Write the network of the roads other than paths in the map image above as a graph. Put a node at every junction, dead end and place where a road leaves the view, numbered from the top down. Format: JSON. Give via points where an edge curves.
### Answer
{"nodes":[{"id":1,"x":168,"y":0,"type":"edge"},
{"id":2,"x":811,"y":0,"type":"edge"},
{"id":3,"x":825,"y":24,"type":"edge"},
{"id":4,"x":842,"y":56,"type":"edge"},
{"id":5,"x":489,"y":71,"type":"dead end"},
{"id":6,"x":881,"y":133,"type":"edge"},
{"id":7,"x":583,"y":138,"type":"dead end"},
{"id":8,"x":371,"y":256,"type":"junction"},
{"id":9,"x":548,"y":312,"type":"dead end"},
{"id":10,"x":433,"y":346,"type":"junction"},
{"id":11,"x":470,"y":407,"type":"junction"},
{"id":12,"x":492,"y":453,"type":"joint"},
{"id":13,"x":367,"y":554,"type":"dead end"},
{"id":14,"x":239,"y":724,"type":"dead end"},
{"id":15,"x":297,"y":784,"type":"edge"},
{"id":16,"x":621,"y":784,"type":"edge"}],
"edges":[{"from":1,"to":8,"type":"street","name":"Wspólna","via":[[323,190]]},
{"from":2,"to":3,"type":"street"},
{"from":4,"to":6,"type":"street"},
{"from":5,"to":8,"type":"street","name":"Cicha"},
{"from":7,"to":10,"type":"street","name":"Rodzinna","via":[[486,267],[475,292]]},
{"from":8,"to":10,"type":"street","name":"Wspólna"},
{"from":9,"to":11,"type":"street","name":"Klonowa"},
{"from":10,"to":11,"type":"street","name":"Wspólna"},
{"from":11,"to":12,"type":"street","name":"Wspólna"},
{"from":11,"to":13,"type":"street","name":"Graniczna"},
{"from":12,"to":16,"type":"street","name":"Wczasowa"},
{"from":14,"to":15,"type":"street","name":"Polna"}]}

- [Prompt] Every line where "name" appears must be returned from the listing above.

- [Answer box]
"edges":[{"from":1,"to":8,"type":"street","name":"Wspólna","via":[[323,190]]},
{"from":5,"to":8,"type":"street","name":"Cicha"},
{"from":7,"to":10,"type":"street","name":"Rodzinna","via":[[486,267],[475,292]]},
{"from":8,"to":10,"type":"street","name":"Wspólna"},
{"from":9,"to":11,"type":"street","name":"Klonowa"},
{"from":10,"to":11,"type":"street","name":"Wspólna"},
{"from":11,"to":12,"type":"street","name":"Wspólna"},
{"from":11,"to":13,"type":"street","name":"Graniczna"},
{"from":12,"to":16,"type":"street","name":"Wczasowa"},
{"from":14,"to":15,"type":"street","name":"Polna"}]}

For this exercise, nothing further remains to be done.